WHAT YOU NEED TO DO: Within the records, find every line that includes the word "street" and copy it.

STUDY MATERIAL:
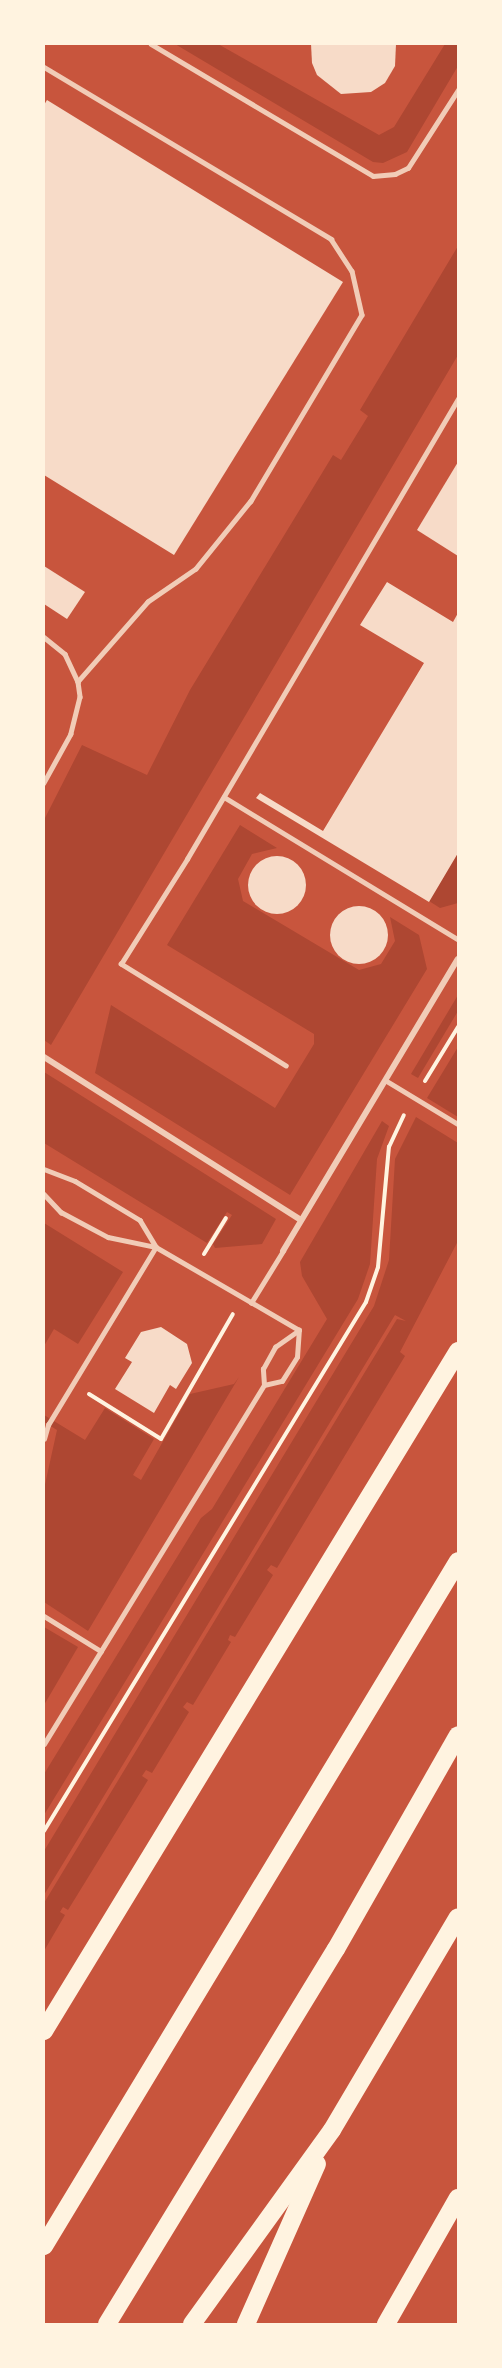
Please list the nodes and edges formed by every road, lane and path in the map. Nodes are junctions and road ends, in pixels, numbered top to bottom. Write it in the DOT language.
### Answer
graph roads {
  1 [pos="151,44"];
  2 [pos="44,67"];
  3 [pos="459,90"];
  4 [pos="459,399"];
  5 [pos="44,637"];
  6 [pos="78,682"];
  7 [pos="44,783"];
  8 [pos="224,797"];
  9 [pos="459,939"];
  10 [pos="459,959"];
  11 [pos="459,1027"];
  12 [pos="44,1057"];
  13 [pos="286,1066"];
  14 [pos="385,1080"];
  15 [pos="414,1098"];
  16 [pos="459,1124"];
  17 [pos="44,1168"];
  18 [pos="44,1194"];
  19 [pos="226,1218"];
  20 [pos="301,1220"];
  21 [pos="156,1247"];
  22 [pos="283,1251"];
  23 [pos="194,1269"];
  24 [pos="243,1298"];
  25 [pos="251,1303"];
  26 [pos="299,1330"];
  27 [pos="459,1351"];
  28 [pos="73,1384"];
  29 [pos="264,1385"];
  30 [pos="44,1439"];
  31 [pos="459,1561"];
  32 [pos="44,1616"];
  33 [pos="101,1650"];
  34 [pos="459,1735"];
  35 [pos="44,1744"];
  36 [pos="459,1751"];
  37 [pos="414,1817"];
  38 [pos="44,1832"];
  39 [pos="459,1917"];
  40 [pos="44,2031"];
  41 [pos="333,2130"];
  42 [pos="459,2198"];
  43 [pos="44,2246"];
  44 [pos="107,2325"];
  45 [pos="192,2325"];
  46 [pos="246,2325"];
  47 [pos="386,2325"];
  1 -- 3 [label="lane"];
  2 -- 6 [label="lane"];
  4 -- 8 [label="lane"];
  5 -- 6 [label="lane"];
  6 -- 7 [label="lane"];
  8 -- 9 [label="lane"];
  8 -- 13 [label="lane"];
  10 -- 14 [label="street"];
  11 -- 15 [label="path"];
  12 -- 20 [label="street"];
  14 -- 15 [label="lane"];
  14 -- 20 [label="street"];
  15 -- 16 [label="lane"];
  15 -- 38 [label="path"];
  17 -- 21 [label="lane"];
  18 -- 21 [label="lane"];
  19 -- 23 [label="path"];
  20 -- 22 [label="street"];
  21 -- 23 [label="lane"];
  21 -- 28 [label="lane"];
  22 -- 25 [label="lane"];
  23 -- 24 [label="lane"];
  24 -- 25 [label="lane"];
  24 -- 28 [label="path"];
  25 -- 26 [label="lane"];
  26 -- 29 [label="lane"];
  26 -- 29 [label="lane"];
  27 -- 40 [label="highway"];
  28 -- 30 [label="lane"];
  29 -- 33 [label="lane"];
  31 -- 43 [label="highway"];
  32 -- 33 [label="lane"];
  33 -- 35 [label="lane"];
  34 -- 37 [label="highway"];
  36 -- 37 [label="highway"];
  37 -- 44 [label="highway"];
  39 -- 41 [label="highway"];
  41 -- 45 [label="highway"];
  41 -- 46 [label="highway"];
  42 -- 47 [label="highway"];
}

PROBLEM SOLUTION:
  10 -- 14 [label="street"];
  12 -- 20 [label="street"];
  14 -- 20 [label="street"];
  20 -- 22 [label="street"];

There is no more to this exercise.